StreamProfileBench: A Benchmark for Fine-Grained User Profile Inference in Real-World Streaming Scenarios
For researchers and practitioners in personalized systems, this benchmark highlights the open challenge of continuous profile updating in LLMs.
StreamProfileBench introduces a benchmark for fine-grained user profiling in streaming scenarios, revealing that LLMs exhibit a conservative bias, over-retaining past interests and failing to recognize interest decay.
Large Language Models (LLMs) have reshaped user profiling, yet current evaluations mainly focus on static data snapshots.
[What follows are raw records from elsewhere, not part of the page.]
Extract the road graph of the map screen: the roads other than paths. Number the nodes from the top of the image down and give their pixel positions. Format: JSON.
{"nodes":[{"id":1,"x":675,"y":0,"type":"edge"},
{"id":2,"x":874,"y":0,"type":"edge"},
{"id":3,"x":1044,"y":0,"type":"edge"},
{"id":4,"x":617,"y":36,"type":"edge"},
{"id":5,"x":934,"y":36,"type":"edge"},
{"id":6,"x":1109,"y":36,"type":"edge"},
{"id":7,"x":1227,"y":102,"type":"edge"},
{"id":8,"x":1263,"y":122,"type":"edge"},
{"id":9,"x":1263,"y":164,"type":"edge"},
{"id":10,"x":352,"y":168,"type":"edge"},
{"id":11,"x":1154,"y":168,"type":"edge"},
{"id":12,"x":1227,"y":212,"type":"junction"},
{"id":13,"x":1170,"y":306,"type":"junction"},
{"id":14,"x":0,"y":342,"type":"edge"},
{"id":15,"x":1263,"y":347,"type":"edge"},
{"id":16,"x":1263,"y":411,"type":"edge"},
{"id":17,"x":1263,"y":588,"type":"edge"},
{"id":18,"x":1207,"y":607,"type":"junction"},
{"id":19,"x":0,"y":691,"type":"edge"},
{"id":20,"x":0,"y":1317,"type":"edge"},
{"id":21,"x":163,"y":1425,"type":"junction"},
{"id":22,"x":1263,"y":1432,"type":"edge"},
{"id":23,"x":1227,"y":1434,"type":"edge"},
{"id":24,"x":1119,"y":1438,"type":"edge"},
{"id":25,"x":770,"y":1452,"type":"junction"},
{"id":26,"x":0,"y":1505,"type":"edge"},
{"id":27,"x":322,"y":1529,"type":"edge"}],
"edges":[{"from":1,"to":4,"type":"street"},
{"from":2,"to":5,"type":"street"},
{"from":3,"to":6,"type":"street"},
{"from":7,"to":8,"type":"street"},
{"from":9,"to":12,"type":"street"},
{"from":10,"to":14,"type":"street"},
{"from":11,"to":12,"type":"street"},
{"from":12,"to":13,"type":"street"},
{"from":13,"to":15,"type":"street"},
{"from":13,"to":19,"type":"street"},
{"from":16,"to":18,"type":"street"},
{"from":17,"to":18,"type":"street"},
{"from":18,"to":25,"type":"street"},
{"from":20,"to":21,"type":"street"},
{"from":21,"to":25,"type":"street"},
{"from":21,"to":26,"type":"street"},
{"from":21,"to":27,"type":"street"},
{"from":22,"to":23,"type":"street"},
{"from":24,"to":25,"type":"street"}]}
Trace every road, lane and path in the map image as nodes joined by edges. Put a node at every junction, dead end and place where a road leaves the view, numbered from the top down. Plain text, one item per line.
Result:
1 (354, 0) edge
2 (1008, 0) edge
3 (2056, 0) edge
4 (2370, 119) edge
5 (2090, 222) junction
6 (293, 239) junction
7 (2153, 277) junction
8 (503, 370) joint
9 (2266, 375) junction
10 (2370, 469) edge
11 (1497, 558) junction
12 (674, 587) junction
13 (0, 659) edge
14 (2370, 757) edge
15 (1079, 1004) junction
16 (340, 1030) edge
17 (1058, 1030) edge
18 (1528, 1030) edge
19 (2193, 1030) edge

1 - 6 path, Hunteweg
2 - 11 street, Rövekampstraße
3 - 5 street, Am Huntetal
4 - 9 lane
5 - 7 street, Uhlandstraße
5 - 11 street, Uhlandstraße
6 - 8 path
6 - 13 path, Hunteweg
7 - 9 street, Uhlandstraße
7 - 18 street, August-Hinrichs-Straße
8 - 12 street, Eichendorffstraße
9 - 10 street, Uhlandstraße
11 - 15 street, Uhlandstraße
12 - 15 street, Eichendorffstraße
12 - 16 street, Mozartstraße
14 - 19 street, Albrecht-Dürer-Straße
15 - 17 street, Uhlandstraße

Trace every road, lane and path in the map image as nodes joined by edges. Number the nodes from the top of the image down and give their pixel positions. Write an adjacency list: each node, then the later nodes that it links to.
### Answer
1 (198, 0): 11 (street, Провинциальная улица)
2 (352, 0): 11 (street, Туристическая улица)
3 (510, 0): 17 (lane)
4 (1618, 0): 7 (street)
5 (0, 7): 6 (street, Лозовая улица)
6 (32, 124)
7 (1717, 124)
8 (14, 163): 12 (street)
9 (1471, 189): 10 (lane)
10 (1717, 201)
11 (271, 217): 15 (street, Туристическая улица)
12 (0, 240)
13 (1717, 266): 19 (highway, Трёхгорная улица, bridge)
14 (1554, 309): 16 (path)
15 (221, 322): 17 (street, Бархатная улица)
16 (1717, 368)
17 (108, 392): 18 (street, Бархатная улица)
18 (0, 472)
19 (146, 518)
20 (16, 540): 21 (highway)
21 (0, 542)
This paradigm overlooks the reality of personalized systems, where User-Generated Content (UGC) arrives continuously and fine-grained profile evolve rapidly. To bridge this gap, we introduce StreamProfileBench, a large-scale benchmark for fine-grained streaming user profiling. We formalize streaming user profiling as a continuous state maintenance task and curate a highly authentic dataset comprising over 120,000 UGC posts from 7,000+ real users across five diverse platforms. By leveraging the temporal correlation of user interests, we further propose a novel, annotation-free evaluation framework. Extensive experiments across 14 leading LLMs reveal that continuous profile updating remains an open challenge. Models exhibit a systemic conservative bias, over-retaining past interests while failing to recognize interest decay. Ablation experiments further validate the practical utility and necessity of the streaming paradigm.